SelfRefind, which has 20 other locations, combines counseling, case management services and monitored Suboxone treatment to help people with opioid addictions.

The medication-assisted treatment (MAT) facility, which will be located at 1820 E. 10th St., will become one of at least two in Clark and Floyd counties. A facility named Groups that prescribes Suboxone opened in New Albany in March and Southern Indiana Treatment Center has been combining medication and treatment in Charlestown for years now. 

Suboxone stops the agonizing effects of opioid withdrawals. While the prescription drug is an opioid itself, SelfRefind staff and other advocates say that if a patient’s intake is monitored, it can be used in conjunction with counseling to kick addiction. According to the Substance Abuse and Mental Health Services Administration, MAT has been shown to increase retention in treatment and decrease drug use and the criminal activity associated with it.

Suboxone is only a “small part” of SelfRefind’s treatment, said Ginger Jackson, vice president of business development and marketing for the company.

When a person comes to SelfRefind for treatment, they meet with a counselor and a physician, who create a treatment plan for them.

That plan can include medication, as well as group or individual counseling and those previously-mentioned case-management services, which provide help with everything from employment to housing.
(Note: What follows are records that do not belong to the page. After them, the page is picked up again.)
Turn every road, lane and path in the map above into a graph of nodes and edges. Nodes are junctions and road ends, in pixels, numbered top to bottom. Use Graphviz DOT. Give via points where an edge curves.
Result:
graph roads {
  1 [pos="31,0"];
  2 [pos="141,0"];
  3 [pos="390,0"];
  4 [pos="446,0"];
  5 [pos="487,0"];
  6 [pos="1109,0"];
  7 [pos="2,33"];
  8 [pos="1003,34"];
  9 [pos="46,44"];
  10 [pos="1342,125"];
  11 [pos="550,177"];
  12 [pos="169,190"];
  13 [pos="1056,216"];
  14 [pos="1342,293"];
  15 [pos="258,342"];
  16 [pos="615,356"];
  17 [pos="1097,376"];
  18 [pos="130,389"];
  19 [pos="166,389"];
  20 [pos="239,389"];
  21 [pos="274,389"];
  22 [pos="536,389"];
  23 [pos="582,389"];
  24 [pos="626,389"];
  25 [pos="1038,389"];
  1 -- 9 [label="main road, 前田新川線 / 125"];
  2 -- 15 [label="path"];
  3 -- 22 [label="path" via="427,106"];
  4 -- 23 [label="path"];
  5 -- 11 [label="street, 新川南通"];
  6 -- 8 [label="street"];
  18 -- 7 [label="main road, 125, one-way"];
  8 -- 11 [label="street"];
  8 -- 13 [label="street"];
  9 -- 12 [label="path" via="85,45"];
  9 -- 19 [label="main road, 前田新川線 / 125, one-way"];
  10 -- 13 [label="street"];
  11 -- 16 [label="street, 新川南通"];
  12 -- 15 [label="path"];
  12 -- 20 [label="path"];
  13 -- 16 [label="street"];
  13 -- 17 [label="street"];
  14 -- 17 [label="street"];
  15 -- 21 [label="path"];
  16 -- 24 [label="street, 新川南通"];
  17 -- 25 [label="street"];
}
Those are the things that help re-establish a patient back into their community, Jackson said.

At SelfRefind, a patient's Suboxone intake is also monitored. SelfRefind’s employees count patients’ medication to make sure they aren’t selling it or taking it improperly, and they also perform drug screens.

Patients are written their Suboxone prescriptions by SelfRefind staff, and they pick their medication up at a pharmacy.

SelfRefind’s goal is to turn its patients back into productive members of society, Jackson said. To David Hayden, the company’s vice president of clinical operations, that means a person who has a purpose, who has a safe support system and who is either off of Suboxone or taking it like it’s medication.

Patients usually visit SelfRefind for a median of 18 to 24 months before they’re finished with their program.

SelfRefind got started in the mid-2000s in Danville, Ky. Its founder’s wife was addicted to opioids, but she recovered after visiting a MAT program in Europe. The founder enlisted the help of another physician and started the company. 

SelfRefind has “kept growing” since then, and just recently opened its first Indiana location in Evansville. By the end of 2018, the company hopes to own nine more in the state, including Jeffersonville’s.

SelfRefind chose the city, in part, because its Louisville location cares for many patients from Southern Indiana, Hayden said.

The Jeffersonville facility will employ seven to 12 people, three to five of which will be physicians, counselors and case managers. The average SelfRefind location also serves around 250 patients at a time.

Part of SelfRefind’s mission is becoming a resource for its community, Jackson said. In other places, that’s meant going to schools to talk about addiction or becoming a member of a local heroin task force.

The company hasn’t done that in Jeffersonville yet because SelfRefind is focusing on its Evansville location, Jackson said, but it will probably start in the next couple of weeks.